### [ASSIGNMENT]
Although the data below holds other lines too, output only those from the line with "I need the junctions" up to and including the line with "Turn the roads", exactly as they appear.

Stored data
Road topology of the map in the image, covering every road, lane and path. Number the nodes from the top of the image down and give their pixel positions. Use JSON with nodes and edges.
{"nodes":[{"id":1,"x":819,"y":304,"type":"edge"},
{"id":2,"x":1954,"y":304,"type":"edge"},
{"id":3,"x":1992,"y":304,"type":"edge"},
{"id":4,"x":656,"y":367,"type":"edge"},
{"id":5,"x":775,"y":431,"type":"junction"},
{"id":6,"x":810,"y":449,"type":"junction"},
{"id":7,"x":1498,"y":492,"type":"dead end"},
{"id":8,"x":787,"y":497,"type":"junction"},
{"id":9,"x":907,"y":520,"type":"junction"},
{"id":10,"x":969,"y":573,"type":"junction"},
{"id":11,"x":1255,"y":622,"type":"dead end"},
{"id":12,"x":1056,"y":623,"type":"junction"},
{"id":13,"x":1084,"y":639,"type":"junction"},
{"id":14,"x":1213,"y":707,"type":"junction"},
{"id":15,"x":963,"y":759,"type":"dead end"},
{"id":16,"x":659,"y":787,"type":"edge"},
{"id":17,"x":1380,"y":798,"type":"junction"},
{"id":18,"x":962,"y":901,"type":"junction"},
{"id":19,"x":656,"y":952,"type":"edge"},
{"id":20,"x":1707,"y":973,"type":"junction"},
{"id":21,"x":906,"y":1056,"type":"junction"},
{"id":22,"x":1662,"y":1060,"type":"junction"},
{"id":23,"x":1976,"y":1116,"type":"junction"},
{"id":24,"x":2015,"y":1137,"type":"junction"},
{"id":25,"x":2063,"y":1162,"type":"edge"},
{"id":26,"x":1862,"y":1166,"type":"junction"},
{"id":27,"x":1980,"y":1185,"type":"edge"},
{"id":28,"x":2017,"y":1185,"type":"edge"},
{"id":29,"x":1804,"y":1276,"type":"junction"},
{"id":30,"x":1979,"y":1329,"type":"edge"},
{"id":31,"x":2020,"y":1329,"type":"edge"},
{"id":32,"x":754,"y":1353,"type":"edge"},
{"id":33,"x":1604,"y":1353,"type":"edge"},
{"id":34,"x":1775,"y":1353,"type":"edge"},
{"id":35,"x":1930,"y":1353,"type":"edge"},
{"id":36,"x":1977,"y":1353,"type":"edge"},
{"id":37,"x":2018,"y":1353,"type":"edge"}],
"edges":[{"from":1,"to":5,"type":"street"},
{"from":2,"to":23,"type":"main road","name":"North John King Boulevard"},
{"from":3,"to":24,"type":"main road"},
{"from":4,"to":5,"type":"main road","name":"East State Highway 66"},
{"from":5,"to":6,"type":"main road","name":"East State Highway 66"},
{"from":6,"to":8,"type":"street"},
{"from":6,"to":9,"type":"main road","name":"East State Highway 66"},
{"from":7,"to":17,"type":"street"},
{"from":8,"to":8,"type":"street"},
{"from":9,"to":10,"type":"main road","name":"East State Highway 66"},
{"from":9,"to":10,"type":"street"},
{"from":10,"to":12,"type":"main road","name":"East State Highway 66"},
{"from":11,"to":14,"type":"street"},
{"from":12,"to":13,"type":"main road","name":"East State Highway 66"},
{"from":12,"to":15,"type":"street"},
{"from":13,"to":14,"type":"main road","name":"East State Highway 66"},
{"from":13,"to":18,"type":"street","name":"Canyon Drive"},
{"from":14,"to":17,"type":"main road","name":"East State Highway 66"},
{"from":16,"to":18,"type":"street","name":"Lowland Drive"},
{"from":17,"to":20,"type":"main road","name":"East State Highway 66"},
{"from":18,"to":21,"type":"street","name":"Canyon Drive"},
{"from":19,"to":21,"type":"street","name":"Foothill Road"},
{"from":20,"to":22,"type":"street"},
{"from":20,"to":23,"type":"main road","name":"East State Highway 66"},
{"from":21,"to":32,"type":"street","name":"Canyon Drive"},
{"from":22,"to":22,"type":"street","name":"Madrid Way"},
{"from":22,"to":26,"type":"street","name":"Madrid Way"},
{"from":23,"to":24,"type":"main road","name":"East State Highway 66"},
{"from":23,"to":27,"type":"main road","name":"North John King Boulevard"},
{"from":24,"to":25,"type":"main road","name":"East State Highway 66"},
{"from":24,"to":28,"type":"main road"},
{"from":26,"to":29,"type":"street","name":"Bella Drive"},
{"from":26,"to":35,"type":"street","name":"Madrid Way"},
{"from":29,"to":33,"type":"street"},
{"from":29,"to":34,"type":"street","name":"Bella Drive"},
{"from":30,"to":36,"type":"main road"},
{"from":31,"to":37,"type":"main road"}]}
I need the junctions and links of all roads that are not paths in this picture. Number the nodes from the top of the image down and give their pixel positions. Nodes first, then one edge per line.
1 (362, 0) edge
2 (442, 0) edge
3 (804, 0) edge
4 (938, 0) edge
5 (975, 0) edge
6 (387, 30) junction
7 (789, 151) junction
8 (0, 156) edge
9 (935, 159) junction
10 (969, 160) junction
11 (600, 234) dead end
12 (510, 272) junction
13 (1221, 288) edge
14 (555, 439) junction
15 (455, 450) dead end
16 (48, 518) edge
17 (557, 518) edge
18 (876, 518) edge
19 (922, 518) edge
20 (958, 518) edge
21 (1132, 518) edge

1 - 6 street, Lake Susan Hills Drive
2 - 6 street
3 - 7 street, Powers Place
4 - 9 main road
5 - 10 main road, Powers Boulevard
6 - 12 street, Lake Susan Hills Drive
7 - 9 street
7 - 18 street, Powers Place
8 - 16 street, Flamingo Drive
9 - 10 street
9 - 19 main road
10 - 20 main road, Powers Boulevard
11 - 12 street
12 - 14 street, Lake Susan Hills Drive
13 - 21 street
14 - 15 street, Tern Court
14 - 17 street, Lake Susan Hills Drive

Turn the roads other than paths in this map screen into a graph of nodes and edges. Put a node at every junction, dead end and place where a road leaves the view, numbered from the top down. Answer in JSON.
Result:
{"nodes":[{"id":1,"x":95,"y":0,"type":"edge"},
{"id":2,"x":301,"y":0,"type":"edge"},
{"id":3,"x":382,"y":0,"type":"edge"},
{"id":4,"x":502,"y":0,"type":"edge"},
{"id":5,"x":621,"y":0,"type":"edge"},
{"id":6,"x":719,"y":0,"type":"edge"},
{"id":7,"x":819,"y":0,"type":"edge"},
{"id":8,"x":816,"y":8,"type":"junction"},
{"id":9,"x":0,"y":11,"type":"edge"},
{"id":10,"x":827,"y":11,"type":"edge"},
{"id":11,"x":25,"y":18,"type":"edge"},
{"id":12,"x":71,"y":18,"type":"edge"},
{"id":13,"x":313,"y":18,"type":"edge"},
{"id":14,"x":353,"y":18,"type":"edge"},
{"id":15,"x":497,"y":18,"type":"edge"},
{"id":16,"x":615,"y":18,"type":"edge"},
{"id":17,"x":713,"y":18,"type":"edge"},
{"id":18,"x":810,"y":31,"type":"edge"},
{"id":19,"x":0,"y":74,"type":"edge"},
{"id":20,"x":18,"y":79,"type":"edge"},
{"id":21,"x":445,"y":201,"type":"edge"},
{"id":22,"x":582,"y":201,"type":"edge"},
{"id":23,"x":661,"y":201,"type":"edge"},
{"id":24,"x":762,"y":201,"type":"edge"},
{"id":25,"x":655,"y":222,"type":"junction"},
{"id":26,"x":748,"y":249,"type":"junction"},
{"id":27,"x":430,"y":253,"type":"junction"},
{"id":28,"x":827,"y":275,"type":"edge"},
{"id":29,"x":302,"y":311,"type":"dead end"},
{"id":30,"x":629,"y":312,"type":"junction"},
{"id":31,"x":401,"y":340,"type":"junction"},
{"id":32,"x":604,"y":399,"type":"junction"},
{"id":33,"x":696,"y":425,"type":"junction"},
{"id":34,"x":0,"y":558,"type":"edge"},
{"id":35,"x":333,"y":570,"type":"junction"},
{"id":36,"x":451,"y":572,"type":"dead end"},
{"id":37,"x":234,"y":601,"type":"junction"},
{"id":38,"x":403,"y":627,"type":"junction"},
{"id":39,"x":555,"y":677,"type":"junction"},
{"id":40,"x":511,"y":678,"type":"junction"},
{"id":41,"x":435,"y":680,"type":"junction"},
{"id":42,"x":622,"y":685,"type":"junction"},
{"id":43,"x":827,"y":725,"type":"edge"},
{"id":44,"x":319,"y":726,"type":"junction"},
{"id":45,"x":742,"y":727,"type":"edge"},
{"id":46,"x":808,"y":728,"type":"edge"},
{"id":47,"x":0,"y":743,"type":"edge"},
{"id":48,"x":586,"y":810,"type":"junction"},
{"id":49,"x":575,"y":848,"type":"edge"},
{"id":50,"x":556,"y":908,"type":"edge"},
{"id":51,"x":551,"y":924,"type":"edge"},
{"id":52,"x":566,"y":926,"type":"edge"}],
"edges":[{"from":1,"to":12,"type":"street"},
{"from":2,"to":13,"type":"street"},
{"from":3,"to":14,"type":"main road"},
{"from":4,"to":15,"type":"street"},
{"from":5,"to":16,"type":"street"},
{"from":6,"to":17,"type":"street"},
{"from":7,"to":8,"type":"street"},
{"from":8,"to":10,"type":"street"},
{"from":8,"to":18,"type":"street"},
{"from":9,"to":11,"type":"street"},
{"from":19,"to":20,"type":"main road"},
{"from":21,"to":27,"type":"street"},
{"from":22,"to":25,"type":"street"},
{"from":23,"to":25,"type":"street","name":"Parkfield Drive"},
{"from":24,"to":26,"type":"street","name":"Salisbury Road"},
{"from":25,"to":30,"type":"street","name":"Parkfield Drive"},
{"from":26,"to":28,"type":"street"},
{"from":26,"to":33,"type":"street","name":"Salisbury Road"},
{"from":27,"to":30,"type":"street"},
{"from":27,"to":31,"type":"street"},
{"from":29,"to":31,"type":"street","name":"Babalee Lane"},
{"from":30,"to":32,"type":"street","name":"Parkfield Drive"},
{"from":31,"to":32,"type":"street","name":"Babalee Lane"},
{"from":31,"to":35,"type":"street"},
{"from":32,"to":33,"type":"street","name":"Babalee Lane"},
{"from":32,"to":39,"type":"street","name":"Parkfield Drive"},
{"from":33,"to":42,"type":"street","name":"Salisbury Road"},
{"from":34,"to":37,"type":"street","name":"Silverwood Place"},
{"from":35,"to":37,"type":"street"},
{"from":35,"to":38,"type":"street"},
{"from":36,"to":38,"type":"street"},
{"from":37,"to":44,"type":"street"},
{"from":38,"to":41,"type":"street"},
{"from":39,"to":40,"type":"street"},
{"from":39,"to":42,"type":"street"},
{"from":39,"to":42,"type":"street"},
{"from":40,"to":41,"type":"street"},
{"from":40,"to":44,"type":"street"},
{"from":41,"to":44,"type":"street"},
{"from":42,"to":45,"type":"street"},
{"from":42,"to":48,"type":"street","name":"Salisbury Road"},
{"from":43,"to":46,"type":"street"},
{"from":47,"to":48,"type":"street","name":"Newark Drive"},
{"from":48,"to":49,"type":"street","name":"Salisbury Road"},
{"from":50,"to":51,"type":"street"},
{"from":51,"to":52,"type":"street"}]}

### [ANSWER FOR THE TASK]
I need the junctions and links of all roads that are not paths in this picture. Number the nodes from the top of the image down and give their pixel positions. Nodes first, then one edge per line.
1 (362, 0) edge
2 (442, 0) edge
3 (804, 0) edge
4 (938, 0) edge
5 (975, 0) edge
6 (387, 30) junction
7 (789, 151) junction
8 (0, 156) edge
9 (935, 159) junction
10 (969, 160) junction
11 (600, 234) dead end
12 (510, 272) junction
13 (1221, 288) edge
14 (555, 439) junction
15 (455, 450) dead end
16 (48, 518) edge
17 (557, 518) edge
18 (876, 518) edge
19 (922, 518) edge
20 (958, 518) edge
21 (1132, 518) edge

1 - 6 street, Lake Susan Hills Drive
2 - 6 street
3 - 7 street, Powers Place
4 - 9 main road
5 - 10 main road, Powers Boulevard
6 - 12 street, Lake Susan Hills Drive
7 - 9 street
7 - 18 street, Powers Place
8 - 16 street, Flamingo Drive
9 - 10 street
9 - 19 main road
10 - 20 main road, Powers Boulevard
11 - 12 street
12 - 14 street, Lake Susan Hills Drive
13 - 21 street
14 - 15 street, Tern Court
14 - 17 street, Lake Susan Hills Drive

Turn the roads other than paths in this map screen into a graph of nodes and edges. Put a node at every junction, dead end and place where a road leaves the view, numbered from the top down. Answer in JSON.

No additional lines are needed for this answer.